Advogado defende desapropriação ou lei para garantir permanência do tradicional bar no Largo de São Sebastião e critica condução do processo judicial.
O Bar do Armando foi fundado na década de 70 pelo português Armando Dias Soares, falecido em 2012. (Foto: Daniel Brandão/AC)
O tradicional Bar do Armando, por meio do advogado Fausto Mendonça, defendeu, nesta segunda-feira (13), uma saída política para garantir a permanência no imóvel localizado em frente ao Largo de São Sebastião, no Centro de Manaus. Em coletiva de imprensa, o advogado da família também criticou a condução do processo judicial e afirmou que o caso ainda aguarda o julgamento de um recurso após a suspensão da ordem de despejo.
Segundo o advogado, o recurso deverá ser analisado pelas Câmaras Reunidas do Tribunal de Justiça do Amazonas (TJAM). A expectativa é de que o julgamento ocorra dentro de dois a três meses, período que, segundo ele, pode permitir a construção de uma solução pelos poderes Executivo ou Legislativo.
No âmbito do Executivo, a principal alternativa defendida pela família é a desapropriação do imóvel. A proposta foi apresentada pela administradora do bar, Ana Cláudia Soares, filha do fundador Armando Soares.
Já no Legislativo, Fausto Mendonça sugeriu a aprovação de uma lei municipal ou estadual que reconheça o Bar do Armando como patrimônio cultural material de Manaus. Segundo ele, essa medida garantiria a permanência do estabelecimento no endereço atual.
Ana Cláudia, filha do fundador Armando Soares, e Fausto Mendonça, advogado de defesa da família (Foto: Daniel Brandão/AC)
Atualmente, o bar já possui o título de patrimônio cultural imaterial, reconhecimento que, conforme explicou o advogado, protege apenas sua história e tradição, sem assegurar a permanência no imóvel.
Questionado sobre contatos com parlamentares e representantes dos governos municipal e estadual, Mendonça afirmou que já iniciou conversas, mas ressaltou que o apoio da sociedade pode fortalecer a busca por uma solução.
Durante a coletiva, Ana Cláudia também negou que a família pretenda ingressar com uma ação de usucapião. Segundo ela, essa alternativa não se aplica ao caso, já que a ocupação do imóvel sempre ocorreu por meio de contrato de locação. Ela ainda classificou essa hipótese como inadequada do ponto de vista moral.
A administradora também desmentiu informações de que teria proibido a entrada de padres no estabelecimento ou de que o bar possuía débitos de aluguel com a Igreja.

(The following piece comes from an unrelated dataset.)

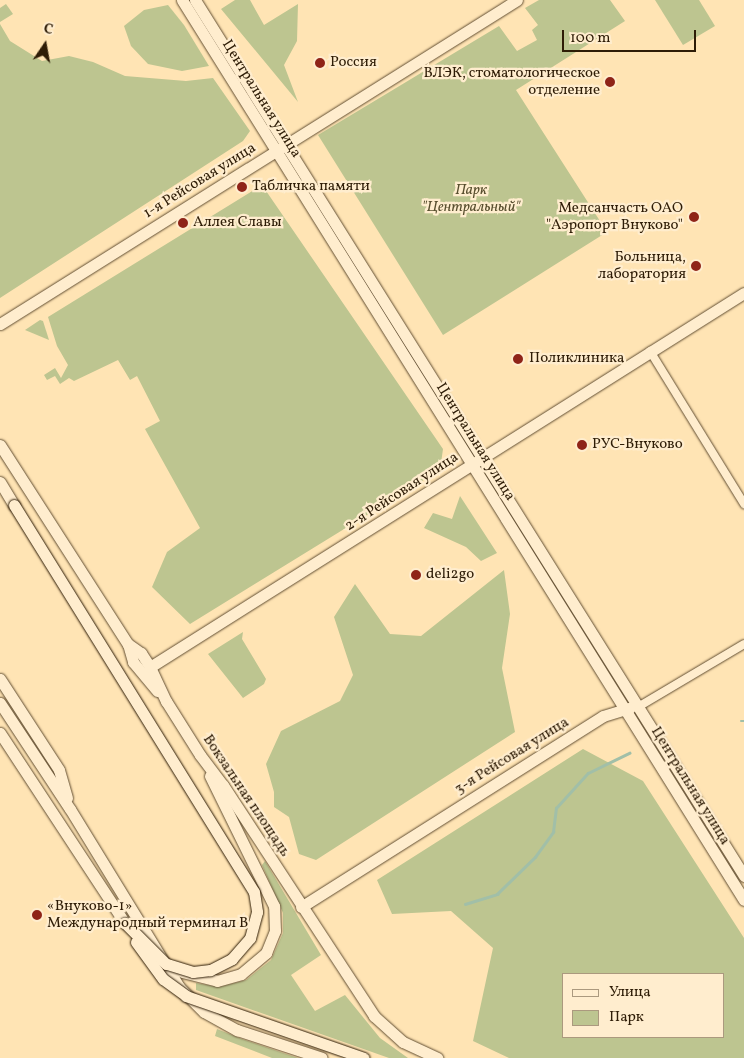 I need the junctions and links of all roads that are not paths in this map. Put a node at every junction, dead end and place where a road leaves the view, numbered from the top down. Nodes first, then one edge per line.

Fausto Mendonça afirmou que houve desequilíbrio na tramitação das ações judiciais envolvendo o caso. Segundo ele, a ação de despejo movida pela Diocese do Alto Solimões e a ação renovatória de locação proposta pela defesa do bar tiveram tratamentos distintos, comprometendo o devido processo legal.

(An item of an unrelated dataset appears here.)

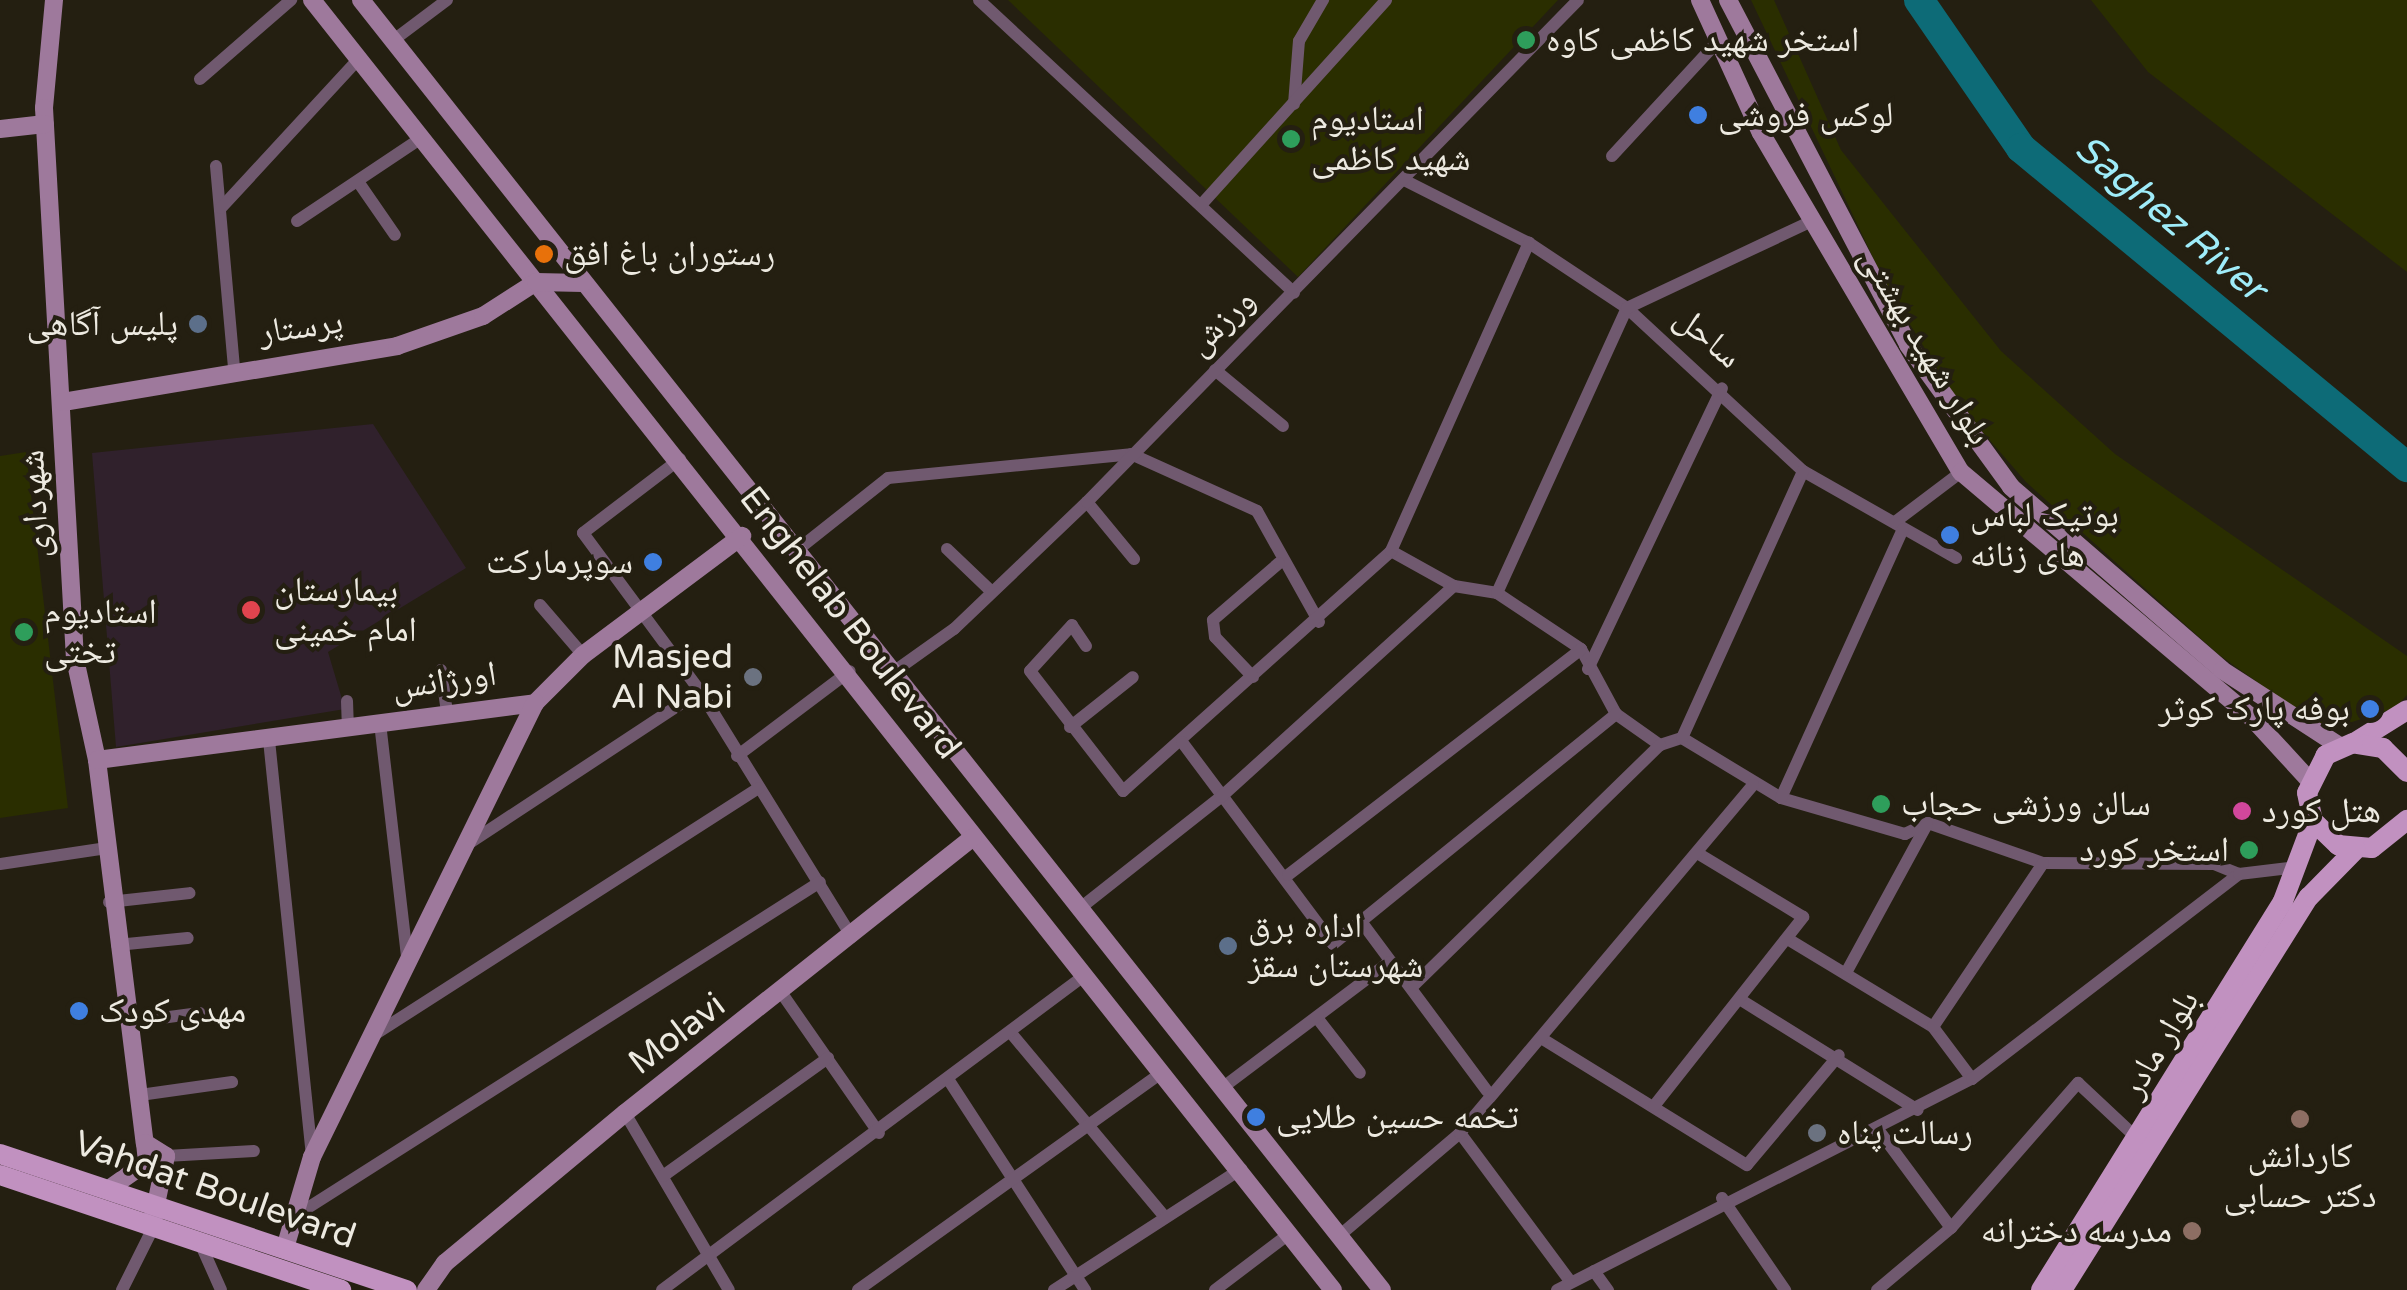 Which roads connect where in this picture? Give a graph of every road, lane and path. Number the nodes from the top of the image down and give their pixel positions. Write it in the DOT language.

Ana Claudia esclareceu desconhecer qualquer iniciativa da família de entrar com ação de usucapião (Foto: Daniel Brandão)
Proprietária do imóvel, a Diocese do Alto Solimões iniciou, em 2015, o processo para retomar o espaço com o objetivo de instalar a sede administrativa. Após mediação do então prefeito Arthur Virgílio Neto, a Diocese e o Bar do Armando firmaram um contrato de locação com duração de dois anos e previsão de não renovação.

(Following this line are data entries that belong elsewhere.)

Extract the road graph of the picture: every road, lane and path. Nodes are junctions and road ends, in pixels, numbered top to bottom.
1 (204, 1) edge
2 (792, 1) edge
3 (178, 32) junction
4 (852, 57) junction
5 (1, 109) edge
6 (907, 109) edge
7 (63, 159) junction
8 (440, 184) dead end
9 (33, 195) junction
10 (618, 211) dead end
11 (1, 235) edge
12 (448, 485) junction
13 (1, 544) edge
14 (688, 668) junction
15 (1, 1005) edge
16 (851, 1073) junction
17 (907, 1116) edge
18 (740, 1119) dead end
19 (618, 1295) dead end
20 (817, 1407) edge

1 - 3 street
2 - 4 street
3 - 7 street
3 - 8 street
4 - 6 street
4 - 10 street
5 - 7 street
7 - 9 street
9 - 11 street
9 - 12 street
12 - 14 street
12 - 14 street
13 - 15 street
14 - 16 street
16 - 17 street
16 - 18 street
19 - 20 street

Com o fim do contrato, a defesa do estabelecimento ingressou com uma ação renovatória de locação. Posteriormente, a Diocese ajuizou uma ação de despejo para uso próprio.
Em sentença conjunta proferida em 2025, a Justiça julgou improcedente o pedido de renovação do contrato e procedente a ação de despejo apresentada pela Diocese. A ordem de desocupação, no entanto, encontra-se suspensa até a análise do recurso.
O artista plástico, poeta e compositor Rui Machado esteve no Bar do Armando nesta segunda-feira (13) para manifestar apoio à família do fundador, de quem era amigo. Para ele, a retirada do estabelecimento representaria uma perda irreparável para a cultura de Manaus.
Além de Rui Machado, amigos e frequentadores acompanharam a coletiva. Em diversos momentos, as declarações de Ana Cláudia foram recebidas com aplausos.
Armando Dias Soares, fundador do Bar do Armando, morreu aos 77 anos (Foto: Arquivo AC)
Fundado na década de 1970 pelo português Armando Dias Soares, falecido em 2012, o Bar do Armando tornou-se um dos principais pontos de encontro da vida cultural e política de Manaus. Ao longo de sua trajetória, o estabelecimento recebeu personalidades como o ex-governador e ex-senador Amazonino Mendes (1939-2023), o presidente do TJAM, Jomar Fernandes, o vice-governador Serafim Corrêa, a atriz e ativista Socorro Papoula e a professora, escritora e pesquisadora Graça Barreto.